▸ **Source data**:
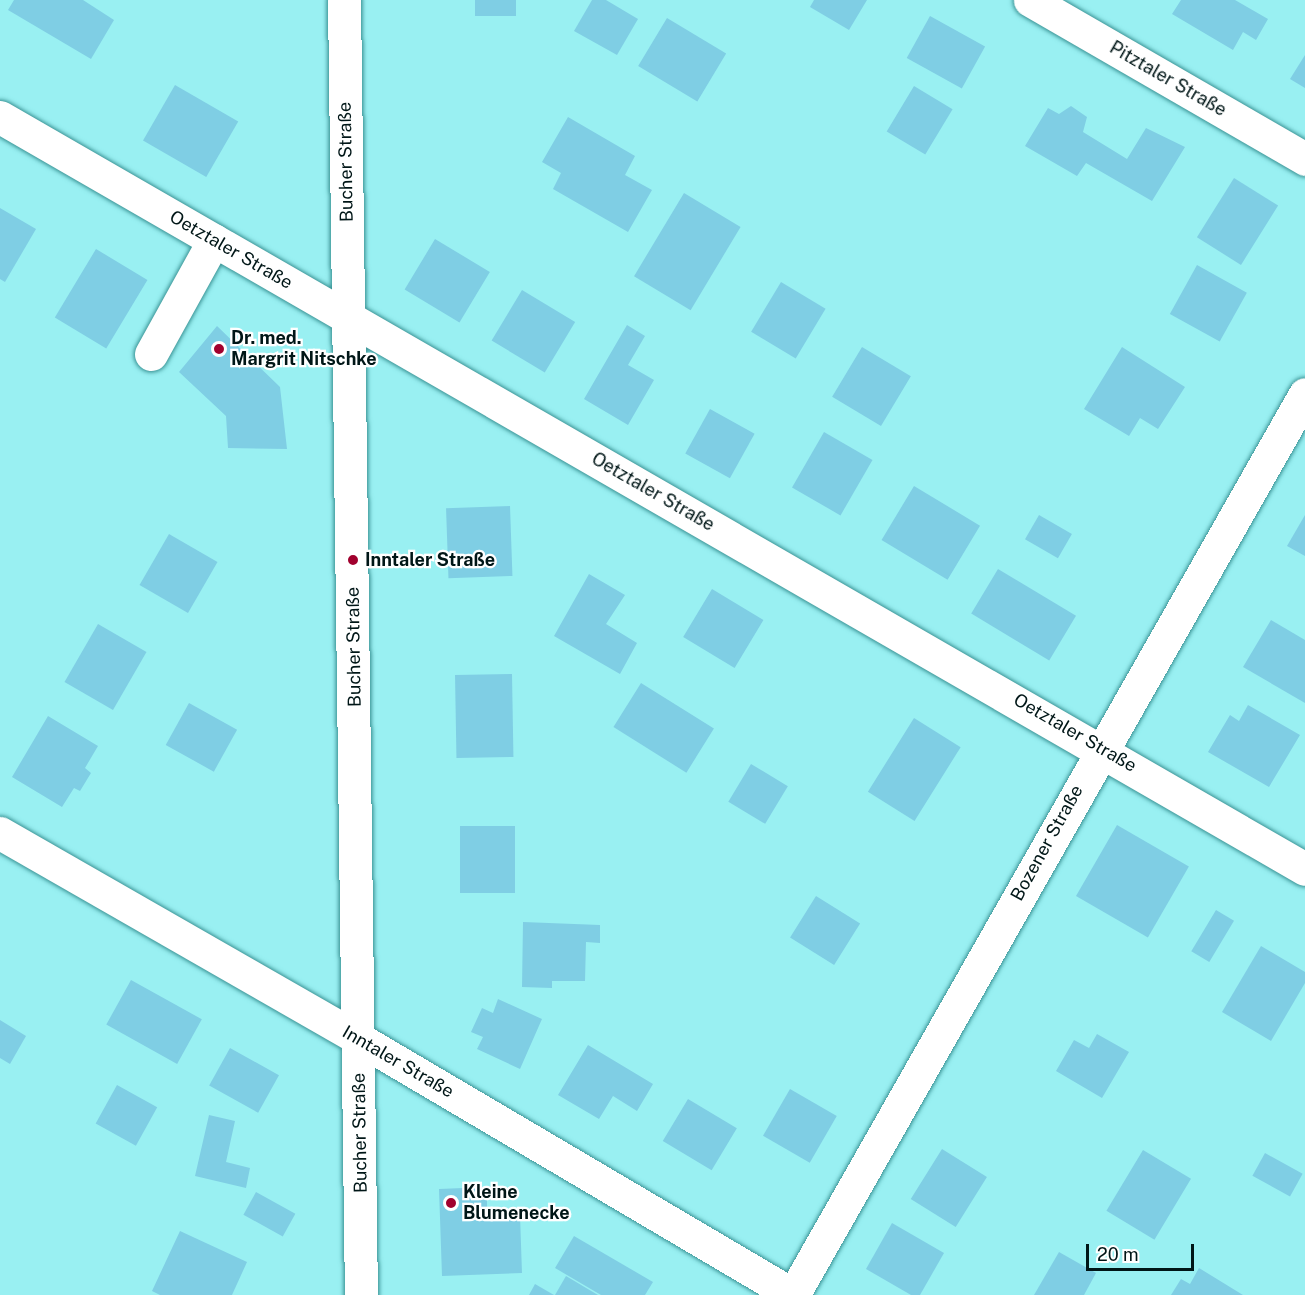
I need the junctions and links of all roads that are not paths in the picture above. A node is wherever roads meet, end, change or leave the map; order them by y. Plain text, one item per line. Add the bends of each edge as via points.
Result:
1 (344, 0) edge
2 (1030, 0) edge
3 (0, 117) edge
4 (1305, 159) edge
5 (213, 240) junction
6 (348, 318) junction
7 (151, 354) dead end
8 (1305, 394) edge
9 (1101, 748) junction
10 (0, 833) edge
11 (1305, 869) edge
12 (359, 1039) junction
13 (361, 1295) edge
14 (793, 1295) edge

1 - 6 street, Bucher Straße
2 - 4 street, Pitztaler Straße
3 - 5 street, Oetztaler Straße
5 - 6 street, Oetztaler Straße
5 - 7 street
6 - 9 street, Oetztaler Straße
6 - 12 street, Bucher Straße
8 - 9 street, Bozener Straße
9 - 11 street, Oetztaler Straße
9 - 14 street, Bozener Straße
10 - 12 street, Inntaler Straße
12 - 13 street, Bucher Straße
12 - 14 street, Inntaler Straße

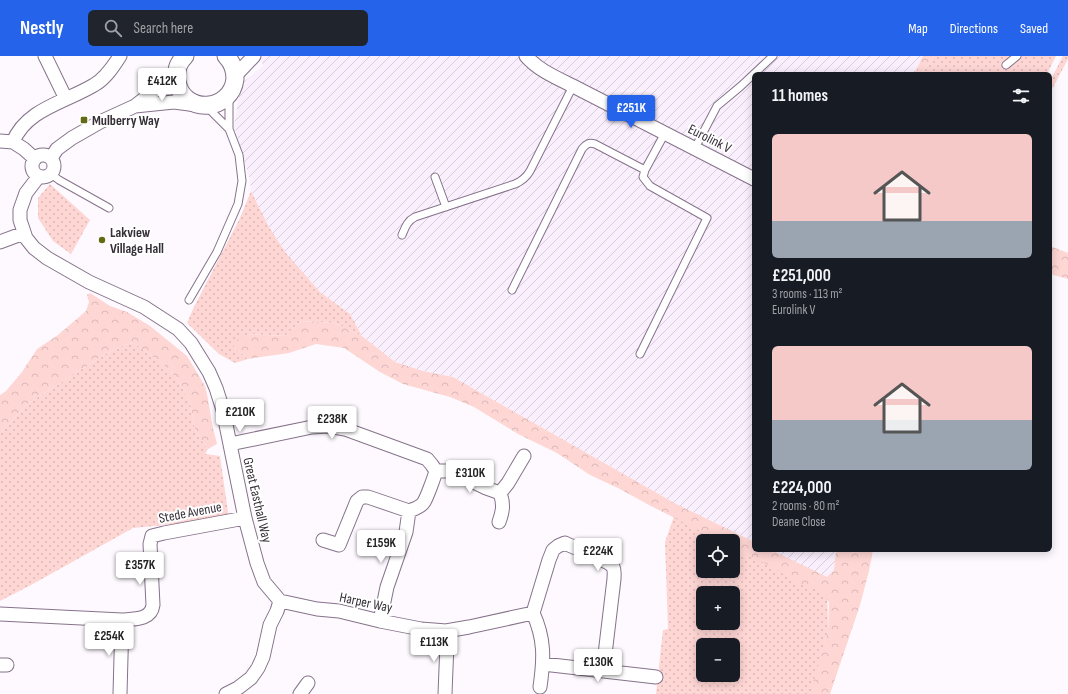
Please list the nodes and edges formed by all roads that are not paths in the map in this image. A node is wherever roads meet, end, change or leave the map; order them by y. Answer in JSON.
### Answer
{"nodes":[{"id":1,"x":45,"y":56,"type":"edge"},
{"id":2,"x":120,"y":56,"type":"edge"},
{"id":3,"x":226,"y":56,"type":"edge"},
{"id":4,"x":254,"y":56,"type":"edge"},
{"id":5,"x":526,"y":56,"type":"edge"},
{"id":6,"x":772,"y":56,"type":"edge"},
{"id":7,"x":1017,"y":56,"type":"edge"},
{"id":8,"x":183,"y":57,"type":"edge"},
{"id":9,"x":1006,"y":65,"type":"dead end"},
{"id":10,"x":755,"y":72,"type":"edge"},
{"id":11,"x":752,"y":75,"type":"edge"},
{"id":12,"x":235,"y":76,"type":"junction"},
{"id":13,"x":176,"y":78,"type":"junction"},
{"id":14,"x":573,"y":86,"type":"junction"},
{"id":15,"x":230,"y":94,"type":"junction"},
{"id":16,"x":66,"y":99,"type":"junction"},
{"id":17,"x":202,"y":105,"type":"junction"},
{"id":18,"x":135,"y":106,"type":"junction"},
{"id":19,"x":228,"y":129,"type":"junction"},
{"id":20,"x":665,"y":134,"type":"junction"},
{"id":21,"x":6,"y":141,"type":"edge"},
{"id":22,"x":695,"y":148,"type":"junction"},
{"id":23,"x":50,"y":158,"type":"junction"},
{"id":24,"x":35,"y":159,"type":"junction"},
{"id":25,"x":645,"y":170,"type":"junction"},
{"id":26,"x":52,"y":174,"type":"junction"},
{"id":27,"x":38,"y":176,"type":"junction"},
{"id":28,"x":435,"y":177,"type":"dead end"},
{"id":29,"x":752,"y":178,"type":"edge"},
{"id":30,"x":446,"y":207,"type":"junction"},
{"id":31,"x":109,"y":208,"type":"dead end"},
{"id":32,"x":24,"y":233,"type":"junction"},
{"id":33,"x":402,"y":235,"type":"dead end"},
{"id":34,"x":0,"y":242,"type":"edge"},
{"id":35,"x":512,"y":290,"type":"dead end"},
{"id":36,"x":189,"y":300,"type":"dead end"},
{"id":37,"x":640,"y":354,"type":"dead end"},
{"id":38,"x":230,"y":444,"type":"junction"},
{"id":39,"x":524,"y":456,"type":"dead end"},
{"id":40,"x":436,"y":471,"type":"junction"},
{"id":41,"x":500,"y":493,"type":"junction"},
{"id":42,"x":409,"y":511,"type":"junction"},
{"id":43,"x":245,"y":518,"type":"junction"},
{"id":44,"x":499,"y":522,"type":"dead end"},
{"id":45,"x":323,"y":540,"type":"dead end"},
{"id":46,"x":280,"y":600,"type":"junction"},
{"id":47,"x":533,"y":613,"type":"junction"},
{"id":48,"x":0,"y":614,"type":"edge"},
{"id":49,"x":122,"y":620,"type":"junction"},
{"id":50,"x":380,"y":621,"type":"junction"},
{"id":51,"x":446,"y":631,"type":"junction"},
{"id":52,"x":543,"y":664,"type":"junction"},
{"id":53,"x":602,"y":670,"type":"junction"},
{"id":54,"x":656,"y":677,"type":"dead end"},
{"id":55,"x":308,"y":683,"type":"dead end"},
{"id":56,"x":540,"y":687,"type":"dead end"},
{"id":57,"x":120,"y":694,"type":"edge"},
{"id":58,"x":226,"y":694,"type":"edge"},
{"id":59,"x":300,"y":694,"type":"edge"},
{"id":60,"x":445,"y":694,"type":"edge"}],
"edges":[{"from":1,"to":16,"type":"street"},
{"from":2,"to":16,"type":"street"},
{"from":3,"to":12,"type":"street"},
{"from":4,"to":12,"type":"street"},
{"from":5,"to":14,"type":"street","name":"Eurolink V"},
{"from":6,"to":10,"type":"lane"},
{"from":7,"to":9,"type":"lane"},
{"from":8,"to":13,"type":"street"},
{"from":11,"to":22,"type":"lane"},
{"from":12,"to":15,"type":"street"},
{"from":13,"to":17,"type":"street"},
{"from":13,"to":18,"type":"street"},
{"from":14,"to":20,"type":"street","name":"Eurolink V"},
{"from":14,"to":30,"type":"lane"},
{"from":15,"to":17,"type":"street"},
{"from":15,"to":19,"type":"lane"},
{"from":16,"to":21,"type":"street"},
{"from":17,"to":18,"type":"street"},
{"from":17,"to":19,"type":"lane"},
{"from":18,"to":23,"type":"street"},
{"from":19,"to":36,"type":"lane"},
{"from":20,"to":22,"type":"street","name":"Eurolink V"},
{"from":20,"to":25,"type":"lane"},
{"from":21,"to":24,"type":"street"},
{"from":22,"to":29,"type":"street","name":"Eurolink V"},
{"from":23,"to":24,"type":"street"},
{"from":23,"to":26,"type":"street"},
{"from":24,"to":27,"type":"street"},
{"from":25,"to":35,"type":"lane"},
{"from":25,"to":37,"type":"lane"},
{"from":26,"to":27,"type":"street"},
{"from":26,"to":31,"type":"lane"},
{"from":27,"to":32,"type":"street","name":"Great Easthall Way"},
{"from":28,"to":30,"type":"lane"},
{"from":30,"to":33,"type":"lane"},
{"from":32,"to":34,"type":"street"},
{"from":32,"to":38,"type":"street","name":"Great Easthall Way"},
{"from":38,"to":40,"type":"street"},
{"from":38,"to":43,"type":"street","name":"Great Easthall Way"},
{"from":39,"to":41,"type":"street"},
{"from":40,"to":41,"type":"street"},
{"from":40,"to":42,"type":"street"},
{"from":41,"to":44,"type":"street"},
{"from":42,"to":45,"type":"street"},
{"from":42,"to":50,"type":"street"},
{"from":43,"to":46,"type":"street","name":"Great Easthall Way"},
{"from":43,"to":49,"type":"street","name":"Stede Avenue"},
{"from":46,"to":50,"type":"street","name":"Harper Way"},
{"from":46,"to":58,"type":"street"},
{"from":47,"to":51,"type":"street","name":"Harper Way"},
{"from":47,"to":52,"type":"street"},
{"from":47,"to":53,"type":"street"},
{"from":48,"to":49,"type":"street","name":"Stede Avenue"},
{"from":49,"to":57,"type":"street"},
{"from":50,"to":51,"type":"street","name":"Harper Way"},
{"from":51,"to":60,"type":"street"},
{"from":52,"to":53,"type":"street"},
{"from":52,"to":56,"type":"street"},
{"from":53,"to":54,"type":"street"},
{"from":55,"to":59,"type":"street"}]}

▸ **Instructions to follow**: Leave the pictures out and write out every entry exactly as given.

▸ **Completed task**:
I need the junctions and links of all roads that are not paths in the picture above. A node is wherever roads meet, end, change or leave the map; order them by y. Plain text, one item per line. Add the bends of each edge as via points.
Result:
1 (344, 0) edge
2 (1030, 0) edge
3 (0, 117) edge
4 (1305, 159) edge
5 (213, 240) junction
6 (348, 318) junction
7 (151, 354) dead end
8 (1305, 394) edge
9 (1101, 748) junction
10 (0, 833) edge
11 (1305, 869) edge
12 (359, 1039) junction
13 (361, 1295) edge
14 (793, 1295) edge

1 - 6 street, Bucher Straße
2 - 4 street, Pitztaler Straße
3 - 5 street, Oetztaler Straße
5 - 6 street, Oetztaler Straße
5 - 7 street
6 - 9 street, Oetztaler Straße
6 - 12 street, Bucher Straße
8 - 9 street, Bozener Straße
9 - 11 street, Oetztaler Straße
9 - 14 street, Bozener Straße
10 - 12 street, Inntaler Straße
12 - 13 street, Bucher Straße
12 - 14 street, Inntaler Straße

Please list the nodes and edges formed by all roads that are not paths in the map in this image. A node is wherever roads meet, end, change or leave the map; order them by y. Answer in JSON.
### Answer
{"nodes":[{"id":1,"x":45,"y":56,"type":"edge"},
{"id":2,"x":120,"y":56,"type":"edge"},
{"id":3,"x":226,"y":56,"type":"edge"},
{"id":4,"x":254,"y":56,"type":"edge"},
{"id":5,"x":526,"y":56,"type":"edge"},
{"id":6,"x":772,"y":56,"type":"edge"},
{"id":7,"x":1017,"y":56,"type":"edge"},
{"id":8,"x":183,"y":57,"type":"edge"},
{"id":9,"x":1006,"y":65,"type":"dead end"},
{"id":10,"x":755,"y":72,"type":"edge"},
{"id":11,"x":752,"y":75,"type":"edge"},
{"id":12,"x":235,"y":76,"type":"junction"},
{"id":13,"x":176,"y":78,"type":"junction"},
{"id":14,"x":573,"y":86,"type":"junction"},
{"id":15,"x":230,"y":94,"type":"junction"},
{"id":16,"x":66,"y":99,"type":"junction"},
{"id":17,"x":202,"y":105,"type":"junction"},
{"id":18,"x":135,"y":106,"type":"junction"},
{"id":19,"x":228,"y":129,"type":"junction"},
{"id":20,"x":665,"y":134,"type":"junction"},
{"id":21,"x":6,"y":141,"type":"edge"},
{"id":22,"x":695,"y":148,"type":"junction"},
{"id":23,"x":50,"y":158,"type":"junction"},
{"id":24,"x":35,"y":159,"type":"junction"},
{"id":25,"x":645,"y":170,"type":"junction"},
{"id":26,"x":52,"y":174,"type":"junction"},
{"id":27,"x":38,"y":176,"type":"junction"},
{"id":28,"x":435,"y":177,"type":"dead end"},
{"id":29,"x":752,"y":178,"type":"edge"},
{"id":30,"x":446,"y":207,"type":"junction"},
{"id":31,"x":109,"y":208,"type":"dead end"},
{"id":32,"x":24,"y":233,"type":"junction"},
{"id":33,"x":402,"y":235,"type":"dead end"},
{"id":34,"x":0,"y":242,"type":"edge"},
{"id":35,"x":512,"y":290,"type":"dead end"},
{"id":36,"x":189,"y":300,"type":"dead end"},
{"id":37,"x":640,"y":354,"type":"dead end"},
{"id":38,"x":230,"y":444,"type":"junction"},
{"id":39,"x":524,"y":456,"type":"dead end"},
{"id":40,"x":436,"y":471,"type":"junction"},
{"id":41,"x":500,"y":493,"type":"junction"},
{"id":42,"x":409,"y":511,"type":"junction"},
{"id":43,"x":245,"y":518,"type":"junction"},
{"id":44,"x":499,"y":522,"type":"dead end"},
{"id":45,"x":323,"y":540,"type":"dead end"},
{"id":46,"x":280,"y":600,"type":"junction"},
{"id":47,"x":533,"y":613,"type":"junction"},
{"id":48,"x":0,"y":614,"type":"edge"},
{"id":49,"x":122,"y":620,"type":"junction"},
{"id":50,"x":380,"y":621,"type":"junction"},
{"id":51,"x":446,"y":631,"type":"junction"},
{"id":52,"x":543,"y":664,"type":"junction"},
{"id":53,"x":602,"y":670,"type":"junction"},
{"id":54,"x":656,"y":677,"type":"dead end"},
{"id":55,"x":308,"y":683,"type":"dead end"},
{"id":56,"x":540,"y":687,"type":"dead end"},
{"id":57,"x":120,"y":694,"type":"edge"},
{"id":58,"x":226,"y":694,"type":"edge"},
{"id":59,"x":300,"y":694,"type":"edge"},
{"id":60,"x":445,"y":694,"type":"edge"}],
"edges":[{"from":1,"to":16,"type":"street"},
{"from":2,"to":16,"type":"street"},
{"from":3,"to":12,"type":"street"},
{"from":4,"to":12,"type":"street"},
{"from":5,"to":14,"type":"street","name":"Eurolink V"},
{"from":6,"to":10,"type":"lane"},
{"from":7,"to":9,"type":"lane"},
{"from":8,"to":13,"type":"street"},
{"from":11,"to":22,"type":"lane"},
{"from":12,"to":15,"type":"street"},
{"from":13,"to":17,"type":"street"},
{"from":13,"to":18,"type":"street"},
{"from":14,"to":20,"type":"street","name":"Eurolink V"},
{"from":14,"to":30,"type":"lane"},
{"from":15,"to":17,"type":"street"},
{"from":15,"to":19,"type":"lane"},
{"from":16,"to":21,"type":"street"},
{"from":17,"to":18,"type":"street"},
{"from":17,"to":19,"type":"lane"},
{"from":18,"to":23,"type":"street"},
{"from":19,"to":36,"type":"lane"},
{"from":20,"to":22,"type":"street","name":"Eurolink V"},
{"from":20,"to":25,"type":"lane"},
{"from":21,"to":24,"type":"street"},
{"from":22,"to":29,"type":"street","name":"Eurolink V"},
{"from":23,"to":24,"type":"street"},
{"from":23,"to":26,"type":"street"},
{"from":24,"to":27,"type":"street"},
{"from":25,"to":35,"type":"lane"},
{"from":25,"to":37,"type":"lane"},
{"from":26,"to":27,"type":"street"},
{"from":26,"to":31,"type":"lane"},
{"from":27,"to":32,"type":"street","name":"Great Easthall Way"},
{"from":28,"to":30,"type":"lane"},
{"from":30,"to":33,"type":"lane"},
{"from":32,"to":34,"type":"street"},
{"from":32,"to":38,"type":"street","name":"Great Easthall Way"},
{"from":38,"to":40,"type":"street"},
{"from":38,"to":43,"type":"street","name":"Great Easthall Way"},
{"from":39,"to":41,"type":"street"},
{"from":40,"to":41,"type":"street"},
{"from":40,"to":42,"type":"street"},
{"from":41,"to":44,"type":"street"},
{"from":42,"to":45,"type":"street"},
{"from":42,"to":50,"type":"street"},
{"from":43,"to":46,"type":"street","name":"Great Easthall Way"},
{"from":43,"to":49,"type":"street","name":"Stede Avenue"},
{"from":46,"to":50,"type":"street","name":"Harper Way"},
{"from":46,"to":58,"type":"street"},
{"from":47,"to":51,"type":"street","name":"Harper Way"},
{"from":47,"to":52,"type":"street"},
{"from":47,"to":53,"type":"street"},
{"from":48,"to":49,"type":"street","name":"Stede Avenue"},
{"from":49,"to":57,"type":"street"},
{"from":50,"to":51,"type":"street","name":"Harper Way"},
{"from":51,"to":60,"type":"street"},
{"from":52,"to":53,"type":"street"},
{"from":52,"to":56,"type":"street"},
{"from":53,"to":54,"type":"street"},
{"from":55,"to":59,"type":"street"}]}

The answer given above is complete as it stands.